### Try it
The entries that follow must be given again exactly, with no pictures kept.

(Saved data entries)
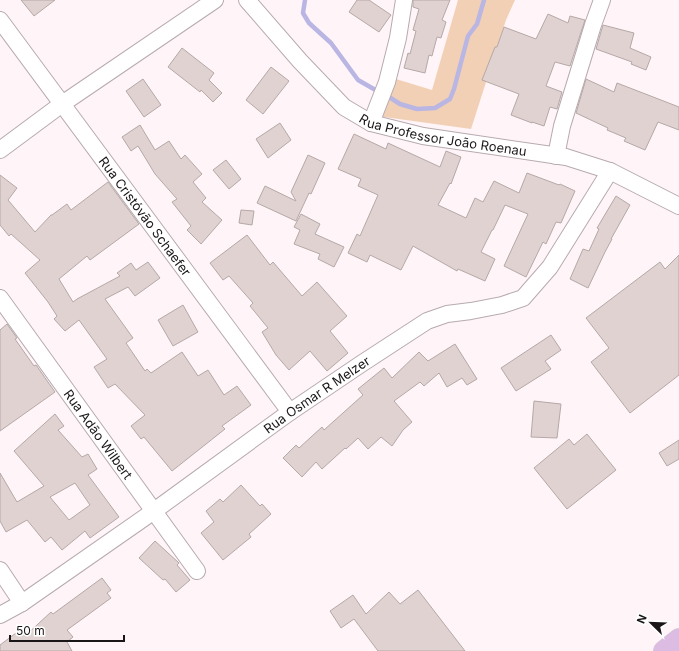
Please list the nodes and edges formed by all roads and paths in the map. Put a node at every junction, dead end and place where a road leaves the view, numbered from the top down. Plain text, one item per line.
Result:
1 (215, 0) edge
2 (247, 0) edge
3 (404, 0) edge
4 (602, 0) edge
5 (0, 20) edge
6 (62, 104) junction
7 (371, 123) junction
8 (0, 150) edge
9 (556, 156) junction
10 (610, 171) junction
11 (679, 206) edge
12 (0, 298) edge
13 (290, 412) junction
14 (154, 511) junction
15 (0, 570) edge
16 (197, 570) dead end
17 (22, 603) junction
18 (0, 616) edge
19 (679, 639) edge
20 (664, 651) edge

1 - 6 street
2 - 7 street, Rua Professor João Roenau
3 - 7 street
4 - 9 street
5 - 6 street, Rua Cristóvão Schaefer
6 - 8 street
6 - 13 street, Rua Cristóvão Schaefer
7 - 9 street, Rua Professor João Roenau
9 - 10 street, Rua Professor João Roenau
10 - 11 street, Rua Professor João Roenau
10 - 13 street, Rua Osmar R Melzer
12 - 14 street, Rua Adão Wilbert
13 - 14 street, Rua Osmar R Melzer
14 - 16 street, Rua Adão Wilbert
14 - 17 street, Rua Osmar R Melzer
15 - 17 street
17 - 18 street, Rua Osmar R Melzer
19 - 20 main road

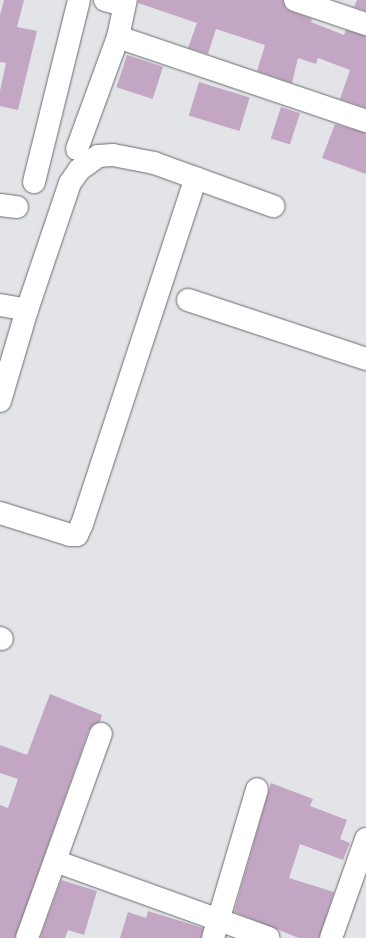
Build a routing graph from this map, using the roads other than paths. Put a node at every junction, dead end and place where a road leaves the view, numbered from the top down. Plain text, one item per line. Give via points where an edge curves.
1 (79, 0) edge
2 (295, 0) edge
3 (118, 2) edge
4 (366, 24) edge
5 (118, 37) junction
6 (366, 121) edge
7 (77, 149) dead end
8 (196, 178) junction
9 (34, 182) dead end
10 (273, 206) dead end
11 (188, 300) dead end
12 (0, 305) edge
13 (27, 310) junction
14 (366, 360) edge
15 (0, 400) edge
16 (0, 513) edge
17 (102, 734) dead end
18 (257, 789) dead end
19 (366, 839) edge
20 (55, 861) junction
21 (215, 929) edge
22 (27, 938) edge
23 (269, 938) edge
24 (331, 938) edge

1 - 9 street
2 - 4 street
3 - 5 street
5 - 6 street
5 - 7 street
8 - 10 street
8 - 13 street via 154,164 112,155 98,156 83,166 70,183 63,199
8 - 16 street via 77,535
11 - 14 street
12 - 13 street
13 - 15 street
17 - 20 street
18 - 21 street
19 - 24 street
20 - 21 street
20 - 22 street
21 - 23 street

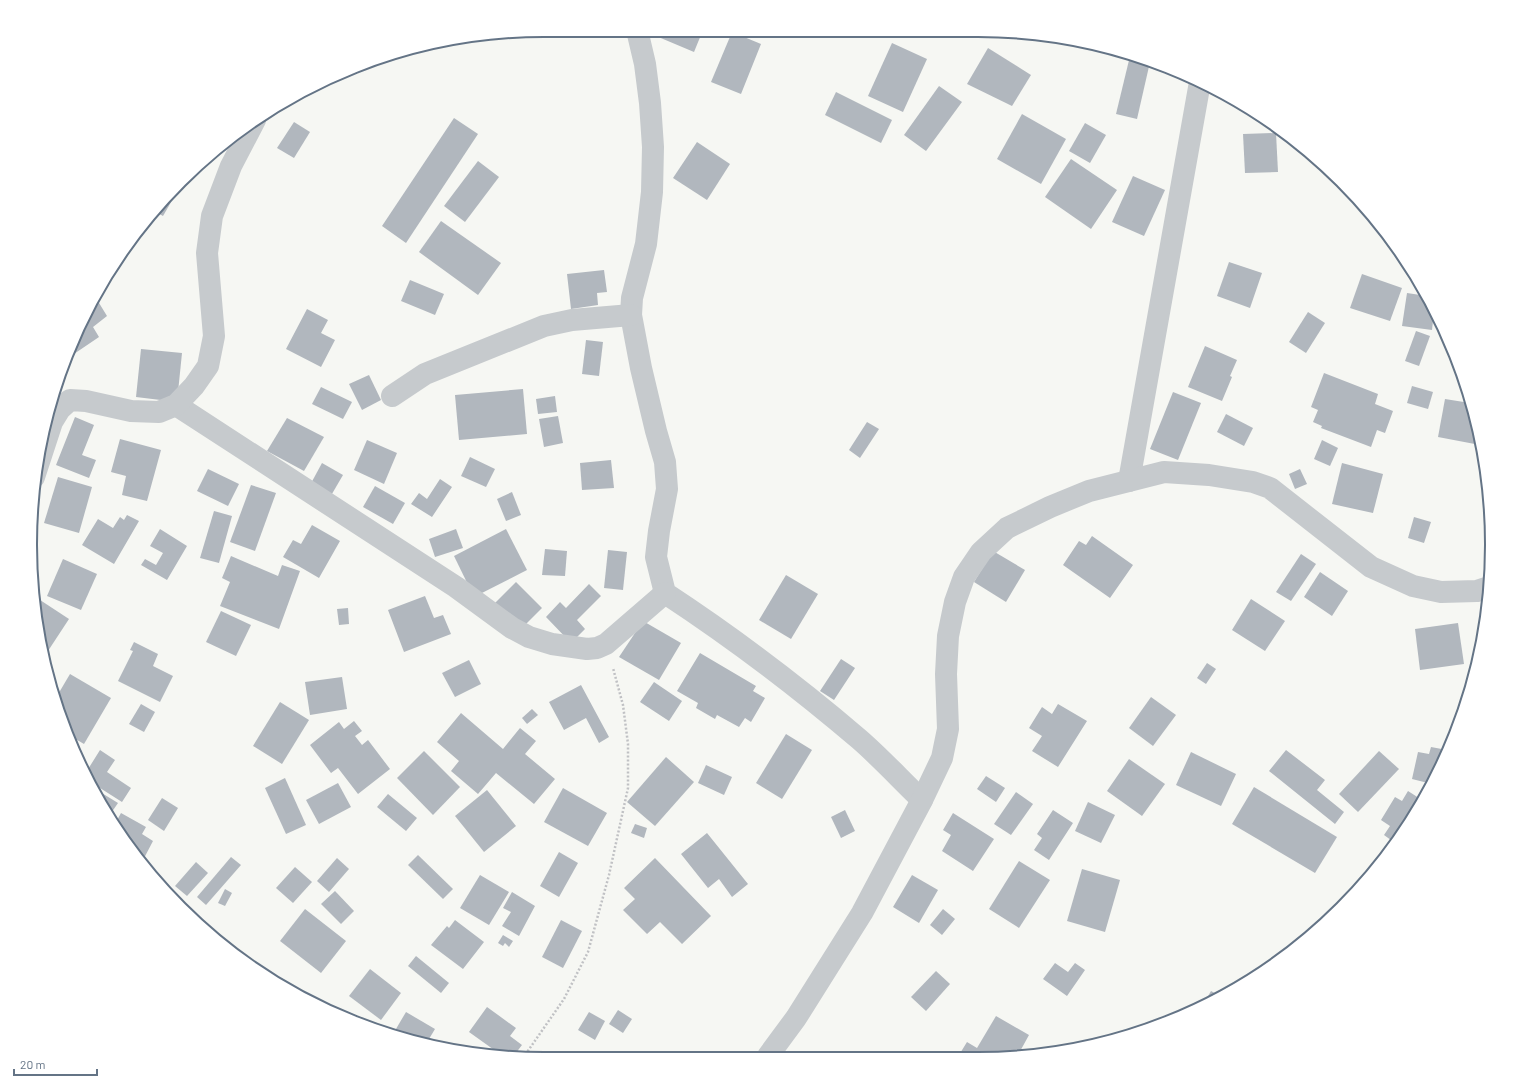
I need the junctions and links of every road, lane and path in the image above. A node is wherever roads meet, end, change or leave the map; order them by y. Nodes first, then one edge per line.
1 (639, 37) edge
2 (1199, 88) edge
3 (248, 134) edge
4 (631, 315) junction
5 (392, 396) dead end
6 (176, 405) junction
7 (52, 422) edge
8 (1129, 481) junction
9 (1483, 589) edge
10 (665, 593) junction
11 (606, 644) junction
12 (922, 800) junction
13 (528, 1052) edge
14 (771, 1052) edge

1 - 4 street
2 - 8 street
3 - 6 street
4 - 5 street
4 - 10 street
6 - 7 street
6 - 11 street
8 - 9 street
8 - 12 street
10 - 11 street
10 - 12 street
11 - 13 path
12 - 14 street

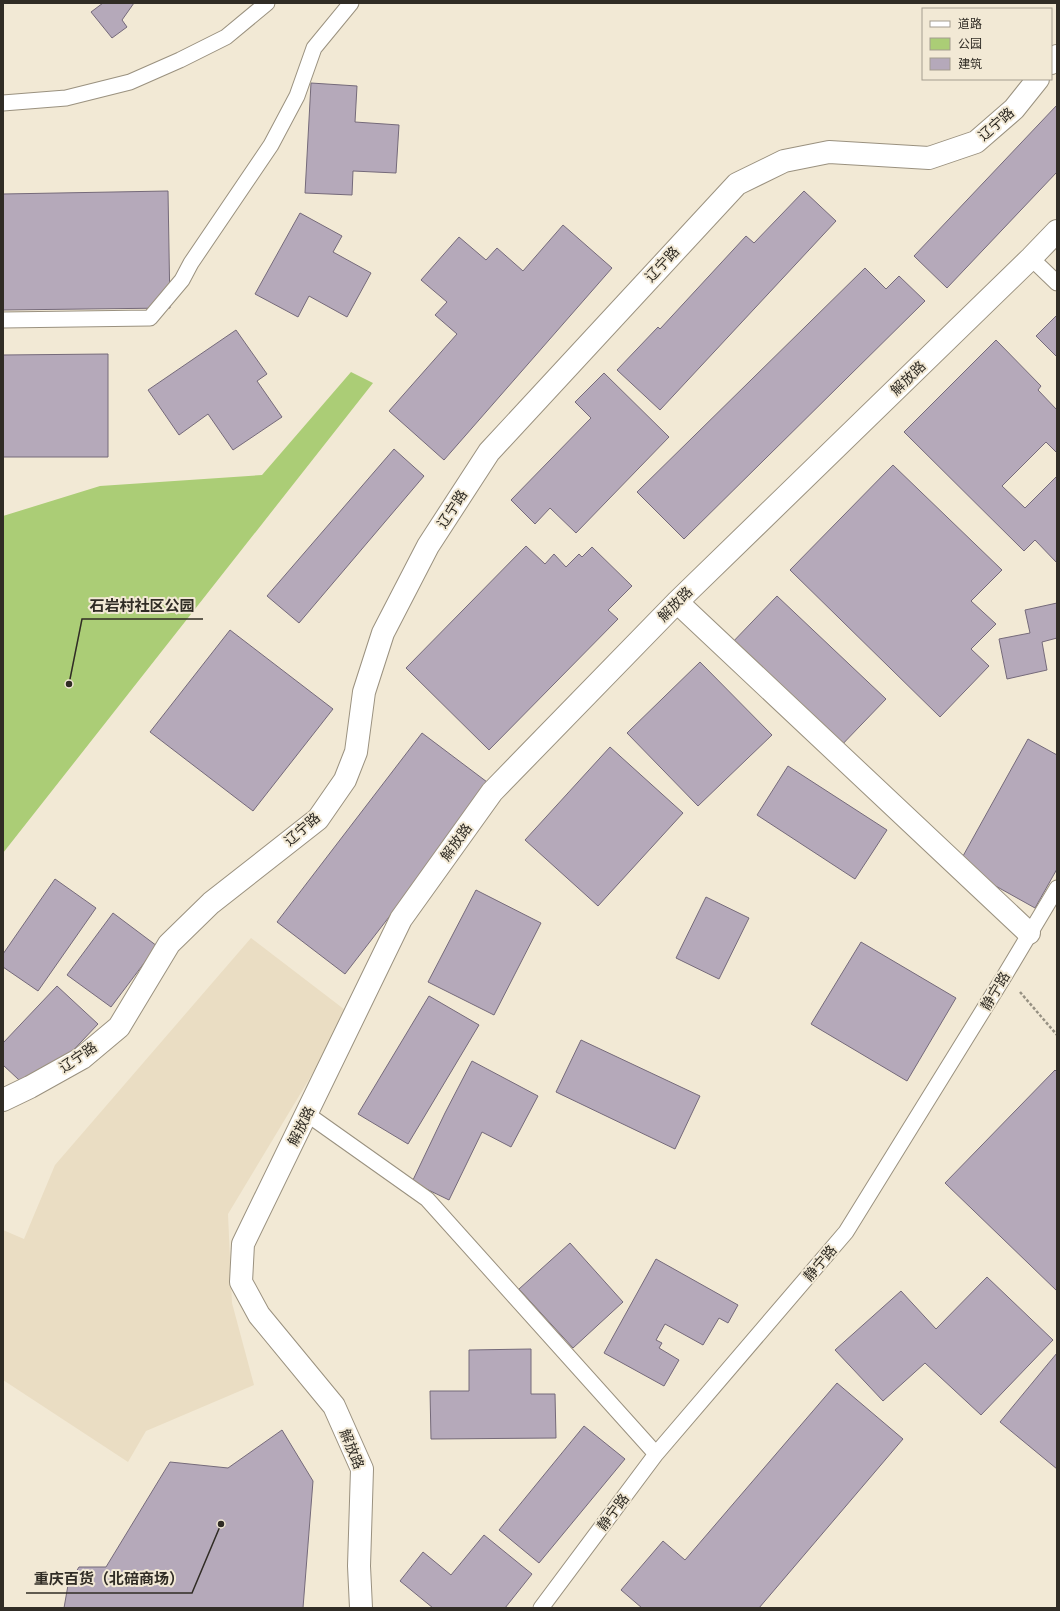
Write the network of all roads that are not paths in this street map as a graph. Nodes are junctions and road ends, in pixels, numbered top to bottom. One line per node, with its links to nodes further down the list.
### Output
1 (267, 3): 4 (lane)
2 (351, 3): 8 (lane)
3 (1037, 80): 12 (street, 辽宁路)
4 (3, 103)
5 (1057, 232): 6 (street, 解放路)
6 (1031, 258): 7 (lane); 9 (street, 解放路)
7 (1057, 283)
8 (3, 320)
9 (677, 602): 11 (street); 13 (street, 解放路)
10 (1057, 888): 11 (lane, 静宁路)
11 (1029, 934): 14 (lane, 静宁路)
12 (3, 1100)
13 (307, 1114): 14 (lane); 15 (street, 解放路)
14 (656, 1454): 16 (lane, 静宁路)
15 (361, 1608)
16 (541, 1608)

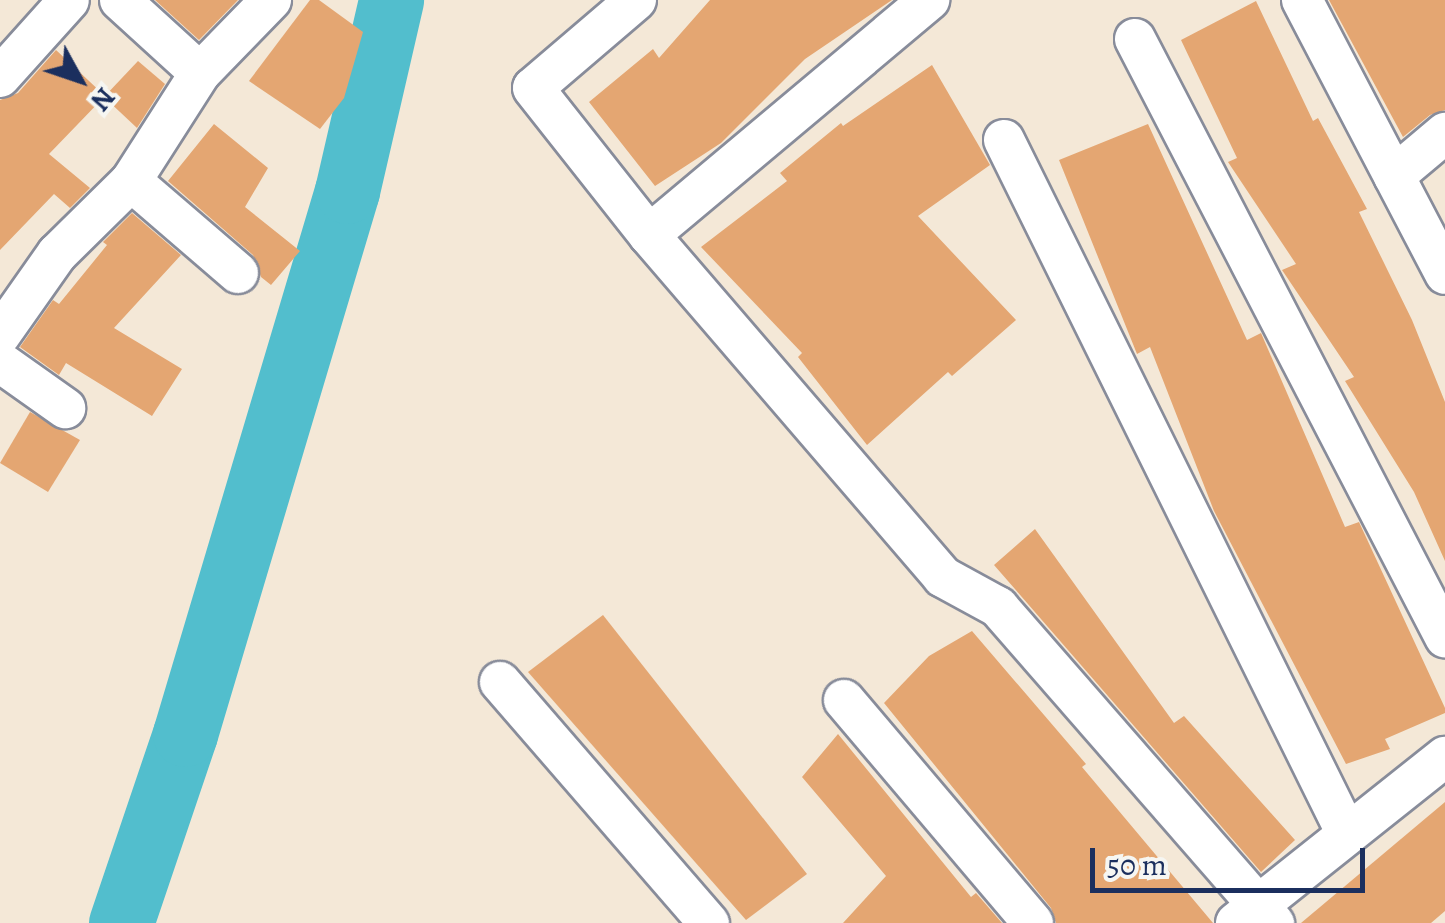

### Task output
Please list the nodes and edges formed by all roads and paths in the map. Put a node at every junction, dead end and place where a road leaves the view, numbered from the top down. Plain text, one item per line.
Result:
1 (215, 0) edge
2 (247, 0) edge
3 (404, 0) edge
4 (602, 0) edge
5 (0, 20) edge
6 (62, 104) junction
7 (371, 123) junction
8 (0, 150) edge
9 (556, 156) junction
10 (610, 171) junction
11 (679, 206) edge
12 (0, 298) edge
13 (290, 412) junction
14 (154, 511) junction
15 (0, 570) edge
16 (197, 570) dead end
17 (22, 603) junction
18 (0, 616) edge
19 (679, 639) edge
20 (664, 651) edge

1 - 6 street
2 - 7 street, Rua Professor João Roenau
3 - 7 street
4 - 9 street
5 - 6 street, Rua Cristóvão Schaefer
6 - 8 street
6 - 13 street, Rua Cristóvão Schaefer
7 - 9 street, Rua Professor João Roenau
9 - 10 street, Rua Professor João Roenau
10 - 11 street, Rua Professor João Roenau
10 - 13 street, Rua Osmar R Melzer
12 - 14 street, Rua Adão Wilbert
13 - 14 street, Rua Osmar R Melzer
14 - 16 street, Rua Adão Wilbert
14 - 17 street, Rua Osmar R Melzer
15 - 17 street
17 - 18 street, Rua Osmar R Melzer
19 - 20 main road

Build a routing graph from this map, using the roads other than paths. Put a node at every junction, dead end and place where a road leaves the view, numbered from the top down. Plain text, one item per line. Give via points where an edge curves.
1 (79, 0) edge
2 (295, 0) edge
3 (118, 2) edge
4 (366, 24) edge
5 (118, 37) junction
6 (366, 121) edge
7 (77, 149) dead end
8 (196, 178) junction
9 (34, 182) dead end
10 (273, 206) dead end
11 (188, 300) dead end
12 (0, 305) edge
13 (27, 310) junction
14 (366, 360) edge
15 (0, 400) edge
16 (0, 513) edge
17 (102, 734) dead end
18 (257, 789) dead end
19 (366, 839) edge
20 (55, 861) junction
21 (215, 929) edge
22 (27, 938) edge
23 (269, 938) edge
24 (331, 938) edge

1 - 9 street
2 - 4 street
3 - 5 street
5 - 6 street
5 - 7 street
8 - 10 street
8 - 13 street via 154,164 112,155 98,156 83,166 70,183 63,199
8 - 16 street via 77,535
11 - 14 street
12 - 13 street
13 - 15 street
17 - 20 street
18 - 21 street
19 - 24 street
20 - 21 street
20 - 22 street
21 - 23 street

I need the junctions and links of every road, lane and path in the image above. A node is wherever roads meet, end, change or leave the map; order them by y. Nodes first, then one edge per line.
1 (639, 37) edge
2 (1199, 88) edge
3 (248, 134) edge
4 (631, 315) junction
5 (392, 396) dead end
6 (176, 405) junction
7 (52, 422) edge
8 (1129, 481) junction
9 (1483, 589) edge
10 (665, 593) junction
11 (606, 644) junction
12 (922, 800) junction
13 (528, 1052) edge
14 (771, 1052) edge

1 - 4 street
2 - 8 street
3 - 6 street
4 - 5 street
4 - 10 street
6 - 7 street
6 - 11 street
8 - 9 street
8 - 12 street
10 - 11 street
10 - 12 street
11 - 13 path
12 - 14 street

Write the network of all roads that are not paths in this street map as a graph. Nodes are junctions and road ends, in pixels, numbered top to bottom. One line per node, with its links to nodes further down the list.
### Output
1 (267, 3): 4 (lane)
2 (351, 3): 8 (lane)
3 (1037, 80): 12 (street, 辽宁路)
4 (3, 103)
5 (1057, 232): 6 (street, 解放路)
6 (1031, 258): 7 (lane); 9 (street, 解放路)
7 (1057, 283)
8 (3, 320)
9 (677, 602): 11 (street); 13 (street, 解放路)
10 (1057, 888): 11 (lane, 静宁路)
11 (1029, 934): 14 (lane, 静宁路)
12 (3, 1100)
13 (307, 1114): 14 (lane); 15 (street, 解放路)
14 (656, 1454): 16 (lane, 静宁路)
15 (361, 1608)
16 (541, 1608)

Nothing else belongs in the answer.